ERP für Firmen mit mehreren Standorten
Artikel erschienen in Swiss IT Magazine 2006/13
Durchforstet man den aktuellen Schlagwortwald rund um das Thema ERP (Enterprise Resource Planning), könnte man meinen, dass Technologie allein glücklich macht. Die Situation auf der Anwenderseite stellt sich aber häufig anders dar: Der Alltag vieler Schweizer Unternehmungen wird von strukturellen Umbrüchen dominiert. Fusionen und Übernahmen – im Englischen auch einfach «Mergers and Acquisitions» genannt – sind dabei einer der zentralen Treiber des strukturellen Wandels. Wie stark die Veränderungen in der Schweizer Industrielandschaft sind, merkt man häufig schon daran, dass viele traditionsreiche Firmennamen verschwunden sind oder Unternehmen unter einem neuen Kunstnamen auf den Markt treten. Die Veränderung betrifft die gesamte Industrielandschaft, vom KMU bis hin zum internationalen Konzern. Im Vordergrund steht dabei immer und immer wieder das Argument, «Synergien zu schaffen». Echte Synergien, die in Effizienz- und Effektivitätssteigerung resultieren, erfordern jedoch nicht nur strukturelle Veränderungen an der Oberfläche und am rechtlichen Mantel von Unternehmen. Im Hintergrund müssen Prozesse angepasst und verändert werden.

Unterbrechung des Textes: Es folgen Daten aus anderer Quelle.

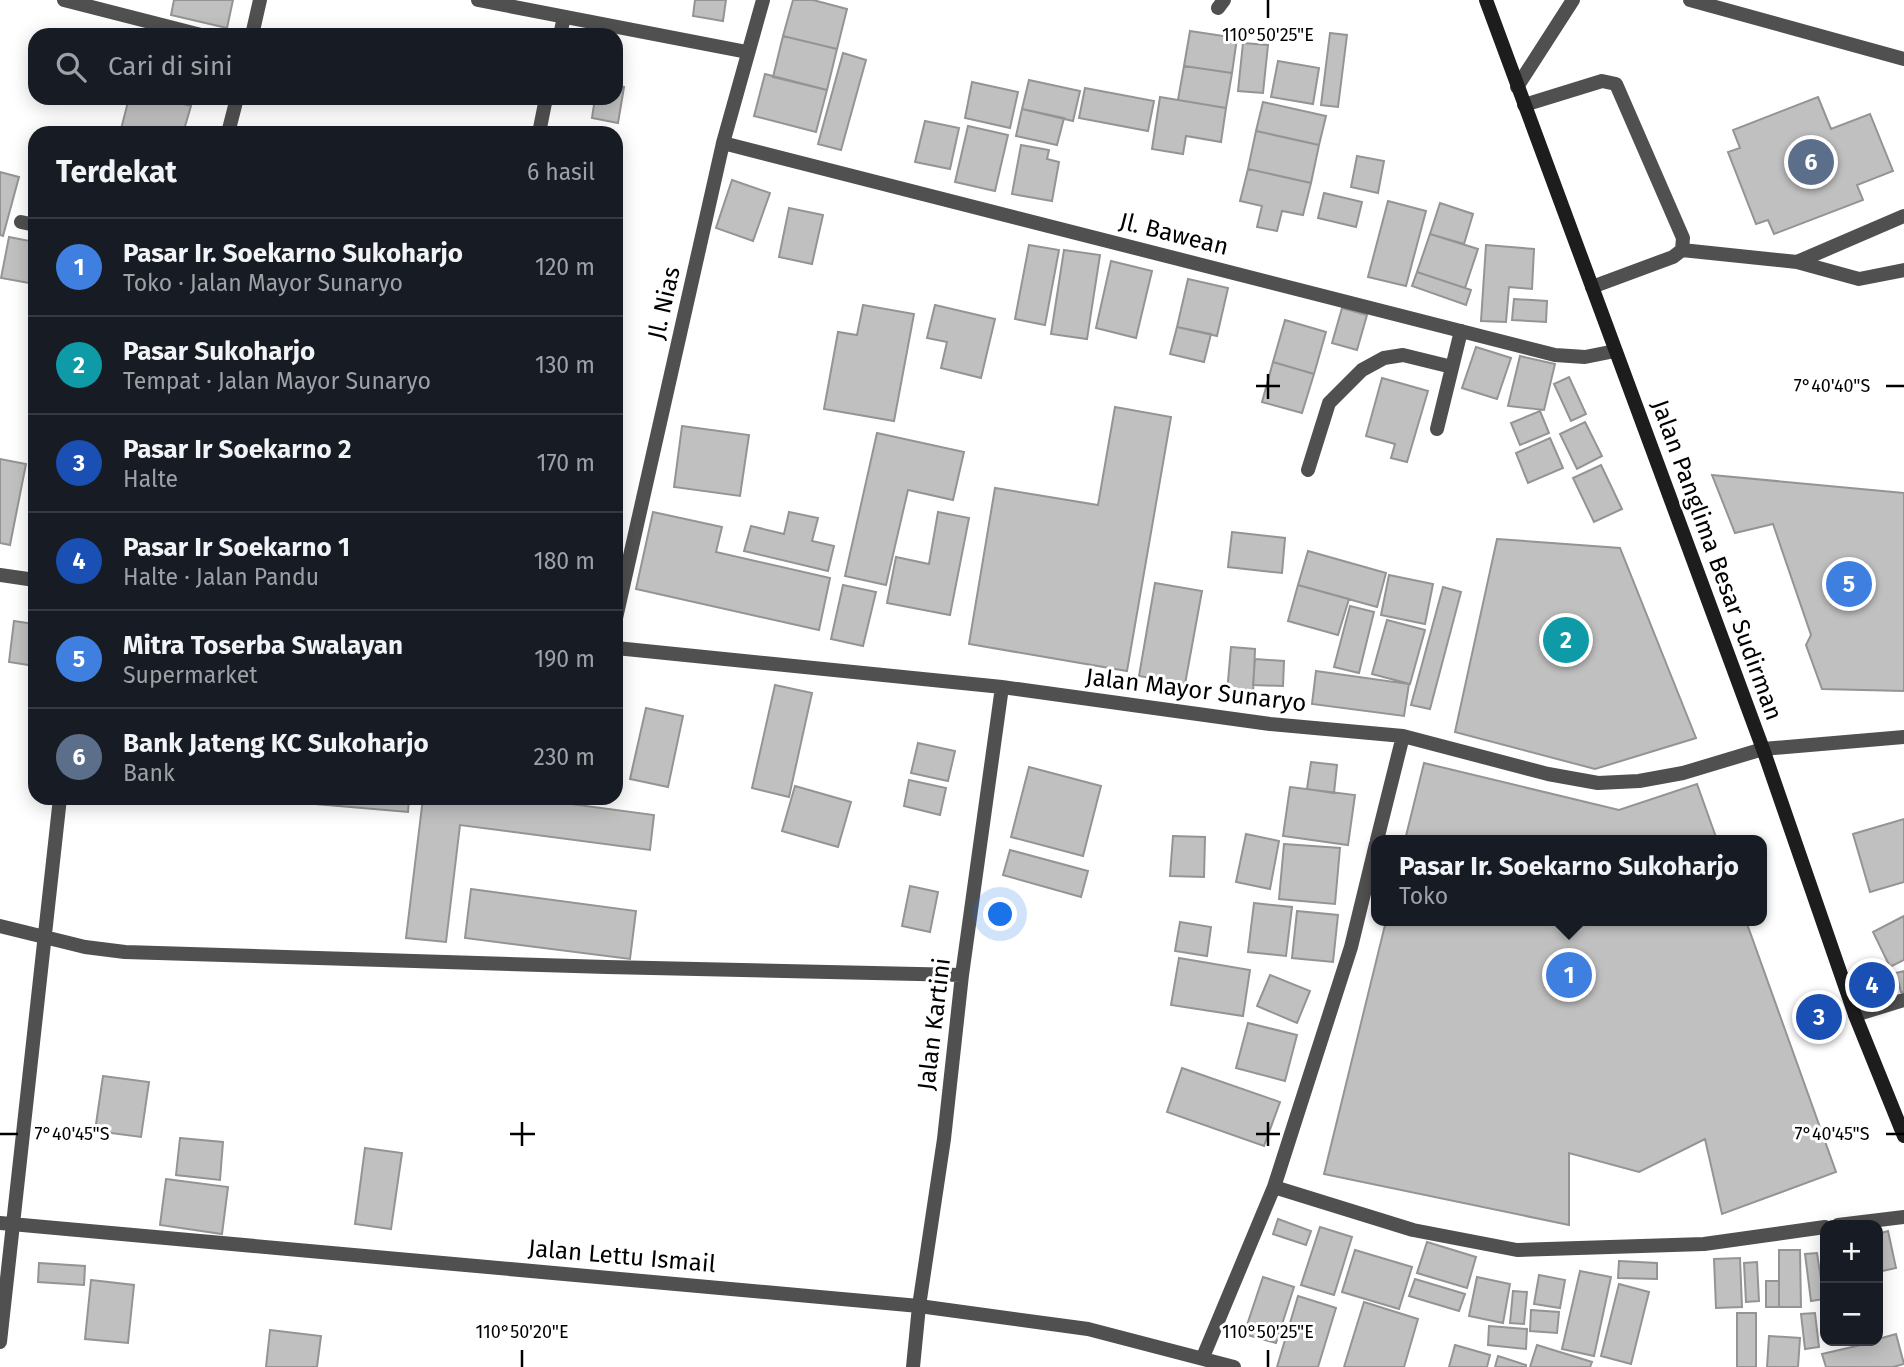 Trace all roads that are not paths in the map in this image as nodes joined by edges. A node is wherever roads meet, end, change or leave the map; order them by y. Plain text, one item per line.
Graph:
1 (64, 0) edge
2 (260, 0) edge
3 (478, 0) edge
4 (763, 0) edge
5 (1486, 0) edge
6 (1690, 0) edge
7 (504, 2) edge
8 (1571, 3) edge
9 (564, 17) junction
10 (174, 28) edge
11 (254, 28) edge
12 (562, 28) edge
13 (622, 28) edge
14 (623, 28) edge
15 (747, 52) junction
16 (1904, 59) edge
17 (1517, 87) junction
18 (235, 105) edge
19 (545, 105) edge
20 (1524, 105) junction
21 (230, 126) edge
22 (540, 126) edge
23 (723, 143) junction
24 (1904, 216) edge
25 (1682, 250) junction
26 (1797, 262) junction
27 (1904, 270) edge
28 (1592, 288) junction
29 (1461, 331) junction
30 (1615, 351) junction
31 (1452, 367) junction
32 (1437, 429) dead end
33 (1308, 470) dead end
34 (0, 575) edge
35 (28, 579) edge
36 (623, 587) edge
37 (623, 649) edge
38 (1002, 687) junction
39 (1403, 736) junction
40 (1904, 737) edge
41 (1763, 749) junction
42 (59, 805) edge
43 (1379, 835) edge
44 (1371, 866) edge
45 (0, 926) edge
46 (44, 939) junction
47 (962, 975) junction
48 (1904, 1000) edge
49 (1855, 1015) junction
50 (1904, 1136) edge
51 (1274, 1187) junction
52 (1904, 1217) edge
53 (1879, 1220) edge
54 (6, 1224) edge
55 (1820, 1228) edge
56 (919, 1306) junction
57 (0, 1342) edge
58 (1203, 1357) junction
59 (913, 1367) edge
60 (1234, 1367) edge

1 - 10 street
2 - 11 street
3 - 7 street
4 - 15 street, Jl. Nias
5 - 17 main road, Jalan Panglima Besar Sudirman
6 - 16 street
7 - 9 street
8 - 17 street
9 - 12 street
9 - 13 street
14 - 15 street
15 - 23 street, Jl. Nias
17 - 20 main road, Jalan Panglima Besar Sudirman
18 - 21 street
19 - 22 street
20 - 25 street
20 - 28 main road, Jalan Panglima Besar Sudirman
23 - 29 street, Jl. Bawean
23 - 36 street, Jl. Nias
24 - 26 street
25 - 26 street
25 - 28 street
26 - 27 street
28 - 30 main road, Jalan Panglima Besar Sudirman
29 - 30 street, Jl. Bawean
29 - 31 street
30 - 41 main road, Jalan Panglima Besar Sudirman
31 - 32 street
31 - 33 street
34 - 35 street
37 - 38 street, Jalan Mayor Sunaryo
38 - 39 street, Jalan Mayor Sunaryo
38 - 47 street, Jalan Kartini
39 - 41 street, Jalan Mayor Sunaryo
39 - 43 street
40 - 41 street, Jalan Mayor Sunaryo
41 - 49 main road, Jalan Panglima Besar Sudirman
42 - 46 street
44 - 51 street
45 - 46 street
46 - 47 street
46 - 54 street
47 - 56 street, Jalan Kartini
48 - 49 street
49 - 50 main road, Jalan Panglima Besar Sudirman
51 - 55 street
51 - 58 street
52 - 53 street
54 - 56 street, Jalan Lettu Ismail
54 - 57 street
56 - 58 street, Jalan Lettu Ismail
56 - 59 street, Jalan Kartini
58 - 60 street, Jalan Lettu Ismail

Heute sind Prozesse jedoch unzertrennlich mit Systemen und Systemlandschaften verknüpft. Dieser Umstand führt zu einem der grossen Widersprüche in der Realisierung von strukturellen Veränderungen: Während Unternehmen nach vorne hin neue Strategien und Synergien markieren, stellt sich die Systemlandschaft in vielen Fällen eher als ein wildes Antiquariat veralteter IT-Systeme dar. Von durchgängigen Systemlandschaften kann in den meisten Fällen kaum die Rede sein. Eine Lösung ist da nicht einfach: Veraltete Systeminseln mit moderner Schnittstellentechnik zu einem Gesamtsystem zu verbinden ist aufwendig, teuer und auf Dauer wenig erfolgversprechend. «Nichts tun» – noch immer eine beliebte Variante – hilft auch nicht weiter, da die Kosten für heterogene Systemlandschaften in der Regel sehr hoch sind und die Weiterentwickelbarkeit eher beschränkt ist. Einfache Lösungen, etwa einfach ein System aus der eigenen Sammlung zum führenden System zu erklären und auf alle anderen Einheiten des Unternehmens zu «roll-outen», scheitern zumeist aus einem einzigen Grund: der fehlenden «Multisite»-Fähigkeit.
Was nun heisst «Multisite»? Da es sich um eines der eher selten propagierten Schlagworte im ERP-Begriffs-Dschungel handelt, ist eine gewisse Erklärung notwendig: «Multisite» – oder zu Deutsch «Mehrstandortfähigkeit» – beschreibt die Eignung eines ERP-Systems, verteilte Organisationsstrukturen, das heisst logistische Prozesse über mehrere Standorte («Werke») und in der Regel rechtlich eigenständige Firmen («Mandanten» oder «Buchungskreise») hinweg abzubilden.
Multisite ist damit ein funktionaler Aspekt. Eine reine standortübergreifende Zugänglichkeit beziehungsweise Verfügbarkeit etwa auf Grund einer Programmierung in Java oder der Verfügbarkeit einer Weboberfläche allein reicht nicht aus.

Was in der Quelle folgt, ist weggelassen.